Text is ignored half the time

  • Last Post 10 October 2017
  • Topic Is Solved
prw56 posted this 06 October 2017


I run this code using the EngineLoader used in the sample code:


//create document
FR.FRDocument document = engineLoader.Engine.CreateFRDocument();

//get and add screenshot
System.Drawing.Image screenShot = this.GetScreenShot();

using (MemoryStream m = new MemoryStream())
    screenShot.Save(m, System.Drawing.Imaging.ImageFormat.Png);
    m.Position = 0;
    document.AddImageFileFromStream(new ABBYReadStream(m));

//process and synthesize

//find the text
int posX = 0;
int posY = 0;
for (int x = 0; x < document.Pages.Count; x++)
    FR.LayoutBlocks blocks = document.Pages[x].Layout.Blocks;
    for (int y = 0; y < blocks.Count; y++)
        FR.IBlock block = blocks[y];
        if (block.Type == FR.BlockTypeEnum.BT_Text)
            FR.TextBlock textBlock = block.GetAsTextBlock();
            for (int z = 0; z < textBlock.Text.Paragraphs.Count; z++)
                //need to use the options & regex in UIAutomationHelper
                FR.Paragraph paragraph = textBlock.Text.Paragraphs[z];
                if (paragraph.Text != text)

                //find middle point of text
                posX = paragraph.Left + (paragraph.Right - paragraph.Left) / 2;
                posY = paragraph.Top + (paragraph.Bottom - paragraph.Top) / 2;

The image I add to the document is the screenshot provided, but half the time the parts circled in red are not found in the text after document synthesis takes place.

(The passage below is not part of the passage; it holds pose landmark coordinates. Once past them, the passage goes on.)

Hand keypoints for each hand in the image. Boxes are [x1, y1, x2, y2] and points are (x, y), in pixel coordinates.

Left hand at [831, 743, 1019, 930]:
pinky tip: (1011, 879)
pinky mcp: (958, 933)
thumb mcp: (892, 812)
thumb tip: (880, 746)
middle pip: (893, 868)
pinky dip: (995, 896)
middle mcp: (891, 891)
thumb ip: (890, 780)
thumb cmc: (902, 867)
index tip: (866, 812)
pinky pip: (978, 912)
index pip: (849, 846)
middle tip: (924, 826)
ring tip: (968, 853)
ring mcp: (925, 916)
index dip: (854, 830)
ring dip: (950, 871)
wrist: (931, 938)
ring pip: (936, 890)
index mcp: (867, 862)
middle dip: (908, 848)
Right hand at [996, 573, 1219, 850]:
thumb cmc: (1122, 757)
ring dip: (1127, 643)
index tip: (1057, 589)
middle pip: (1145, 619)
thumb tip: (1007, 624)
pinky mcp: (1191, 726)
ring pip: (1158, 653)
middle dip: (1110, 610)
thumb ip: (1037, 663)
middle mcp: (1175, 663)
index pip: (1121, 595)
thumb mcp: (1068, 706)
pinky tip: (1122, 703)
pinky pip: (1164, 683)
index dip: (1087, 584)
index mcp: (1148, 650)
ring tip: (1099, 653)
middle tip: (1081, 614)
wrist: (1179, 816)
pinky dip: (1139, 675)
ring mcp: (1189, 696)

I have also tried using the "Default" engine profile.

Any ideas why these parts of the image are sometimes ignored?

Edit: Also I have verified that the whole image is added to the document by outputting the document afterwards as a pdf, so its not cutting off part of the image.

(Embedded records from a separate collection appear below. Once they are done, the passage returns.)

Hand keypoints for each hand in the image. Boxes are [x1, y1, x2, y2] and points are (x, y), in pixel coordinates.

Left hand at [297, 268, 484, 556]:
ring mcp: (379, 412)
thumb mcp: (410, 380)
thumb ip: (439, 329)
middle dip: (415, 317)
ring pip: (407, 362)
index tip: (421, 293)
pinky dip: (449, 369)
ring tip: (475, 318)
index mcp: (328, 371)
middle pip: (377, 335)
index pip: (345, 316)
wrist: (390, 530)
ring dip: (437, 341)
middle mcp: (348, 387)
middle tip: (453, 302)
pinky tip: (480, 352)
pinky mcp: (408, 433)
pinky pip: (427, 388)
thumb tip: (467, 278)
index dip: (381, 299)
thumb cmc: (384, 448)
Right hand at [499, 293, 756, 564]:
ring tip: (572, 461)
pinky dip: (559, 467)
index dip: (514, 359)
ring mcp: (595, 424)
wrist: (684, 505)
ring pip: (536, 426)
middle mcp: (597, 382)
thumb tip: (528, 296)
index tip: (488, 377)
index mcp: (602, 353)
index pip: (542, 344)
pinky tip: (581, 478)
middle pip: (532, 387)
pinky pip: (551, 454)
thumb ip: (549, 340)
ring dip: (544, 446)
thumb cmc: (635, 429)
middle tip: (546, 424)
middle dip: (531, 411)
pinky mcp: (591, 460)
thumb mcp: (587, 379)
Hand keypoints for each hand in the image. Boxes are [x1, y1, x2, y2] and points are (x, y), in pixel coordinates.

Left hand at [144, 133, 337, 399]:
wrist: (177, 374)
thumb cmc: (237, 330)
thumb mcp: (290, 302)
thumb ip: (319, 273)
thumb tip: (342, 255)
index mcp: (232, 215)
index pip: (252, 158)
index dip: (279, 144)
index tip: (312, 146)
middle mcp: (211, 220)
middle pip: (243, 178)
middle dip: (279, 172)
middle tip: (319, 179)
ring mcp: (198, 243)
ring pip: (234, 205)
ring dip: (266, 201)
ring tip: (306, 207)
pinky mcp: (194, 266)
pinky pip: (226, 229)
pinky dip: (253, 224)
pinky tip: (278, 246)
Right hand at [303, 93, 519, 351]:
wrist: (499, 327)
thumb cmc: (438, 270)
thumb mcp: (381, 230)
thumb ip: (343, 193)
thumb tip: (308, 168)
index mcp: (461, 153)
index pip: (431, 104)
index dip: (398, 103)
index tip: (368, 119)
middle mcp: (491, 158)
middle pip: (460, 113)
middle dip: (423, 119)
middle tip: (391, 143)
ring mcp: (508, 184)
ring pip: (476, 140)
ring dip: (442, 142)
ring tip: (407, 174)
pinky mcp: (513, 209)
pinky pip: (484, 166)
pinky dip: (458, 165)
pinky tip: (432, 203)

Order By: Standard | Newest | Votes
Koen de Leijer posted this 07 October 2017

It looks like the same question I've asked recently;

Have you already checked the answer here: https://forum.ocrsdk.com/thread/some-parts-of-a-specific-pdf-are-not-ocr-ed-by-abbyy-finereader-engine/

prw56 posted this 10 October 2017

I had not seen that answer, thank you for pointing it out. Switching to a profile where the parameters mentioned in that thread are set to true (in my case DocumentArchiving_Accuracy) solved the issue.